Anche per il mercato della seta?

Sì, è un momento interessante. Sulla seta si sta collaborando con i cinesi, i francesi, i brasiliani e altri per implementare degli studi di ricerca importanti. Non si è mai fermi, siamo sempre molto dinamici. Nonostante sia stato un anno pesante e difficile per tante ragioni, non ci siamo fermati. Abbiamo dovuto affrontare i risultati del boom post-Covid, dove c’è stata l’euforia della produzione, e i grandi brand hanno riempito i negozi. E adesso i negozi hanno molti capi invenduti.

A questo si sono aggiunte le guerre e c’è stata una contrazione in Cina. Per la seta e per il settore del lusso la Cina rappresenta il 25% al mercato mondiale e il calo dei consumi è stato determinante.

Anche la scomparsa della Russia come mercato è stato per il settore seta e lussa un cambiamento grave. Abbiamo perso tutta la clientela russa, anche sul Lago di Como, che si caratterizzava per consumi di fascia alta. Ci sono ancora russi che abitano a Londra, ma si tratta di una clientela residuale, come anche le esportazioni attraverso stati che permettono la triangolazione, ma non è la stessa cosa. Non c’è più l’acquirente finale.

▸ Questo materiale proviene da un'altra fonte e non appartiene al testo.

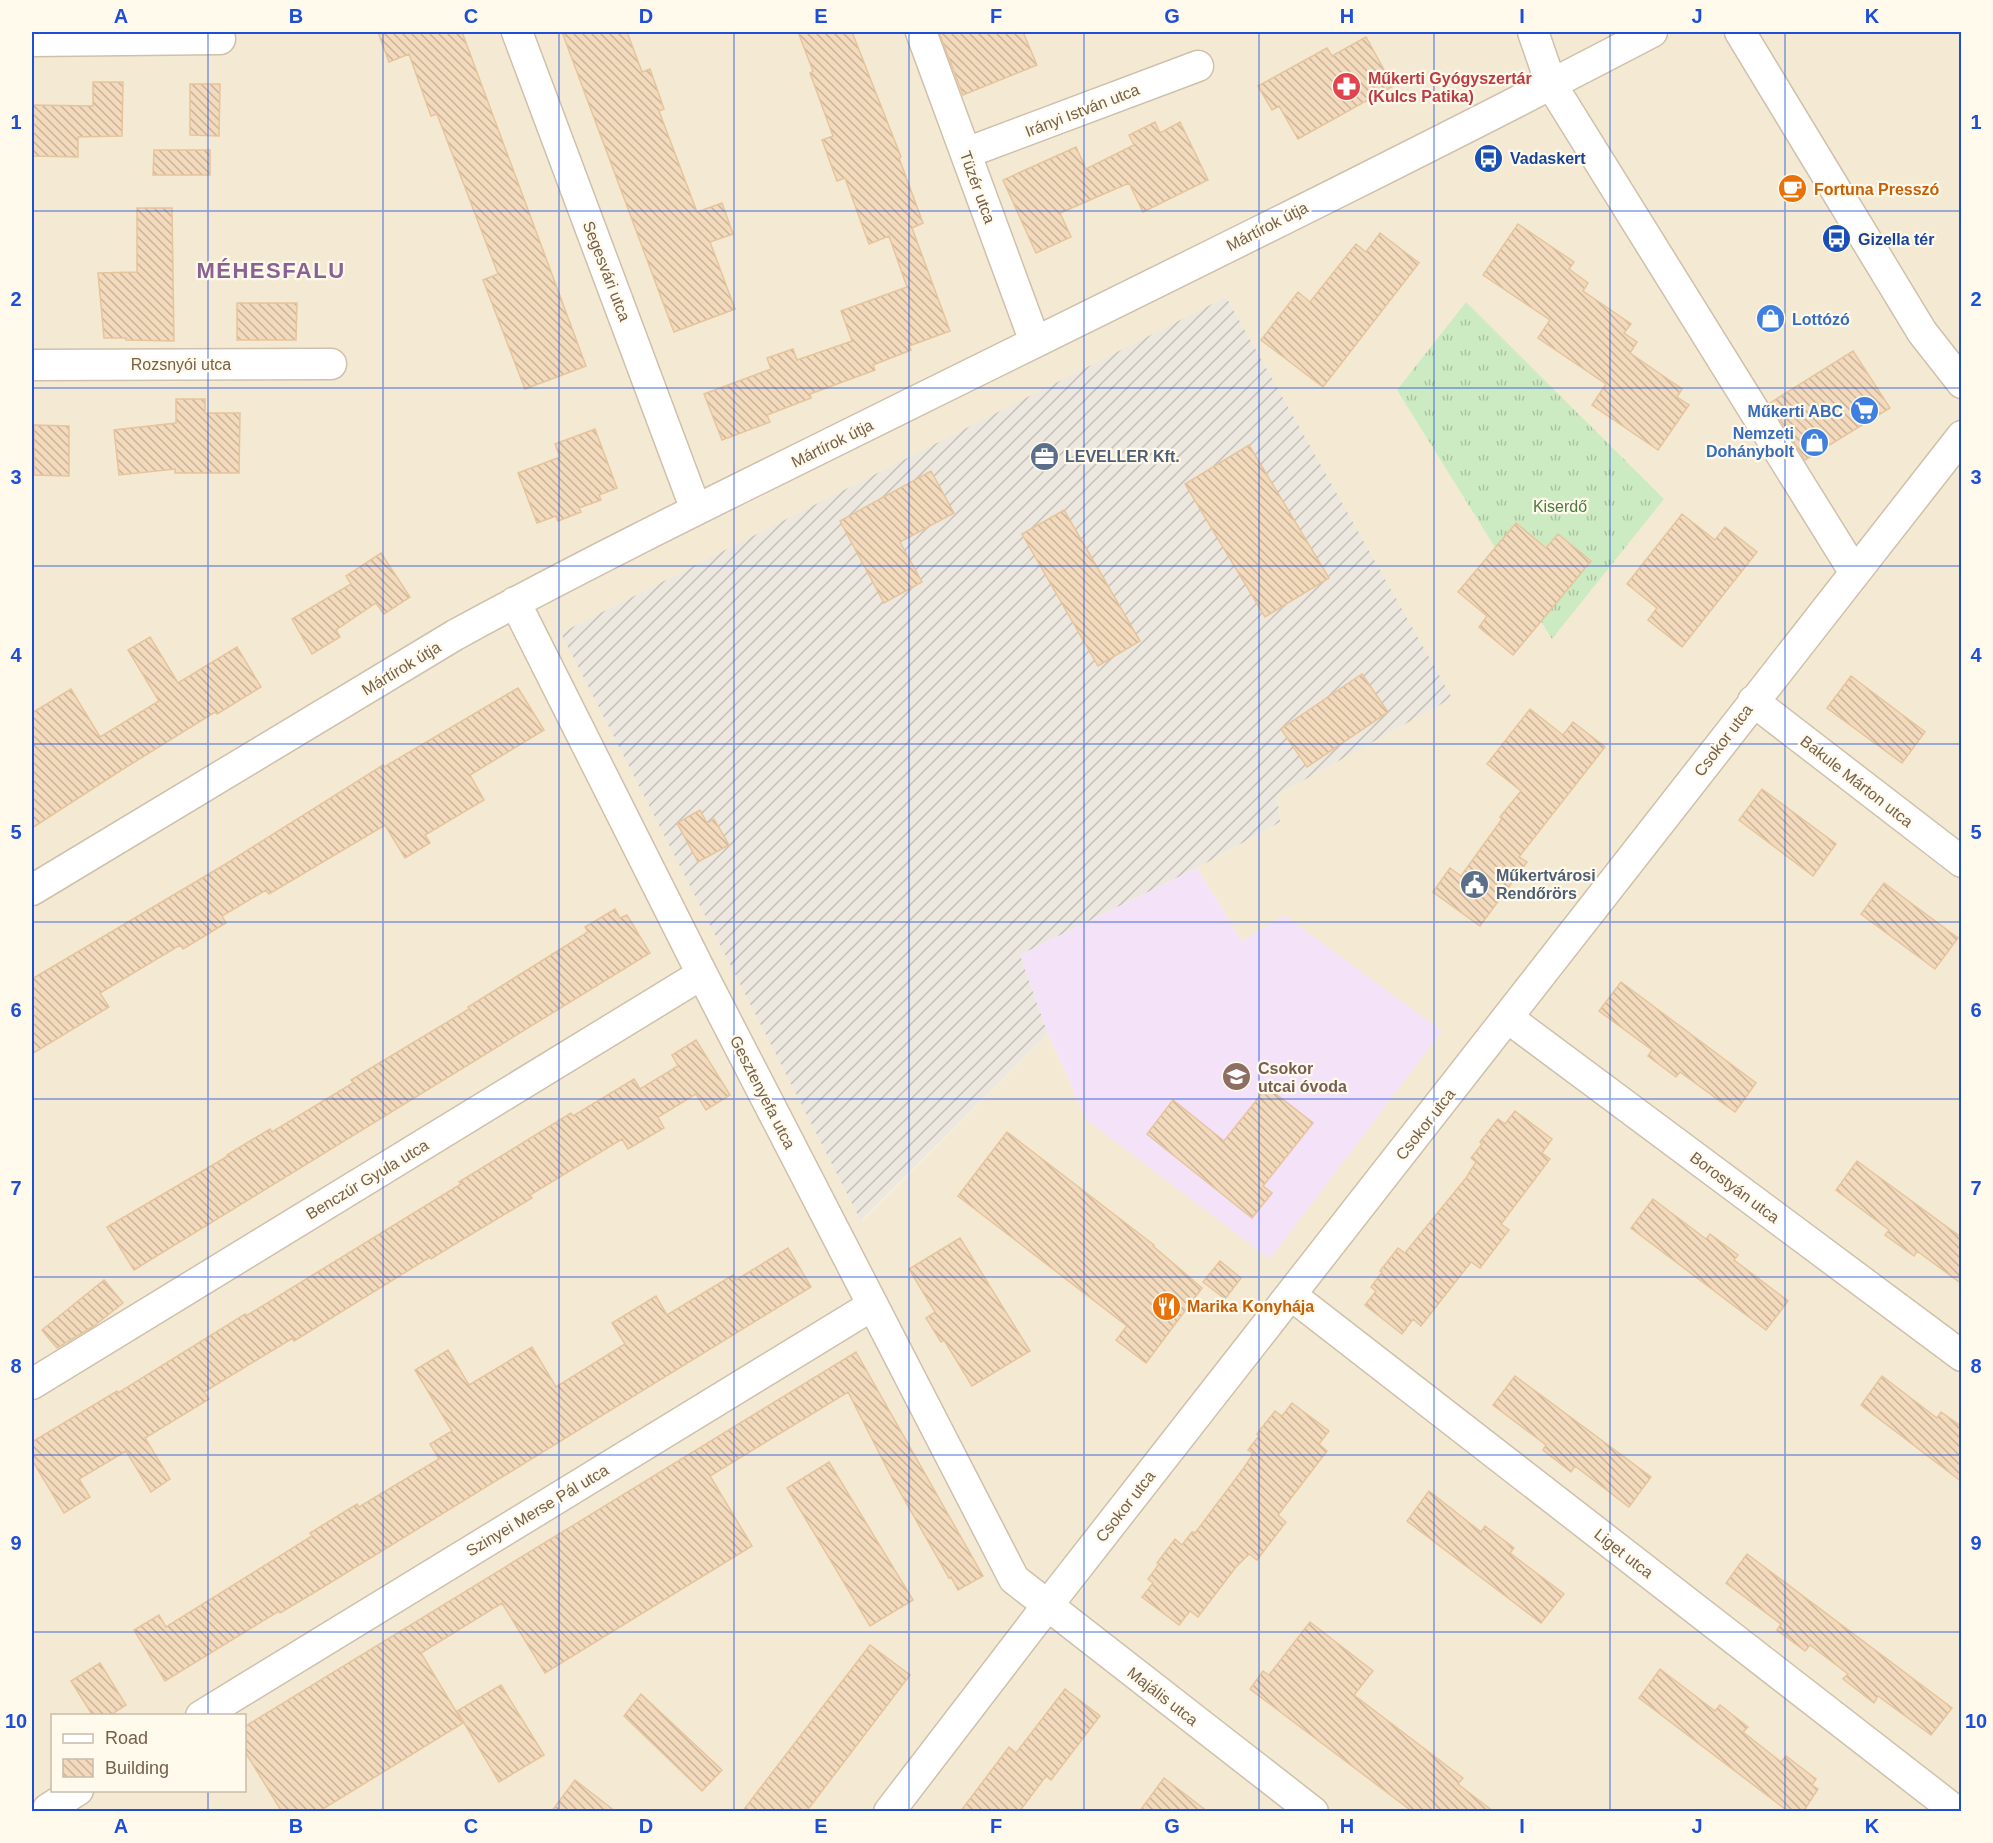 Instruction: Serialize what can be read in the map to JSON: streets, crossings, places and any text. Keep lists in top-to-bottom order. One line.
{"streets":{"street":["Irányi István utca","Tüzér utca","Mártírok útja","Segesvári utca","Rozsnyói utca","Csokor utca","Bakule Márton utca","Gesztenyefa utca","Benczúr Gyula utca","Borostyán utca","Szinyei Merse Pál utca","Liget utca","Majális utca"]},"crossings":[["Irányi István utca","Tüzér utca"],["Tüzér utca","Mártírok útja"],["Mártírok útja","Segesvári utca"],["Mártírok útja","Gesztenyefa utca"],["Csokor utca","Bakule Márton utca"],["Csokor utca","Borostyán utca"],["Csokor utca","Liget utca"],["Csokor utca","Majális utca"],["Gesztenyefa utca","Benczúr Gyula utca"],["Gesztenyefa utca","Szinyei Merse Pál utca"],["Gesztenyefa utca","Majális utca"]],"districts":["MÉHESFALU"],"parks":["Kiserdő"],"places":{"pharmacy":["Műkerti Gyógyszertár (Kulcs Patika)"],"bus stop":["Vadaskert","Gizella tér"],"cafe":["Fortuna Presszó"],"shop":["Lottózó","Nemzeti Dohánybolt"],"supermarket":["Műkerti ABC"],"office":["LEVELLER Kft."],"public building":["Műkertvárosi Rendőrörs"],"school or university":["Csokor utcai óvoda"],"restaurant":["Marika Konyhája"]},"legend":["Road","Building"],"grid":{"columns":["A","B","C","D","E","F","G","H","I","J","K"],"rows":["1","2","3","4","5","6","7","8","9","10"]}}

Si attendono le elezioni Usa per capire come evolverà la situazione internazionale?

Sì, i grandi brand sono in attesa delle elezioni americane. Per noi, dal punto di vista economico, in caso di vittoria di Trump potrebbe non essere una buona notizia perché ha sempre espresso una politica economica autoreferenziale, ma potrebbe però essere risolutivo per una distensione internazionale. Viste le incertezze ancora da sciogliere, è possibile che fino a novembre ancora si temporeggi per le decisioni economiche più importanti.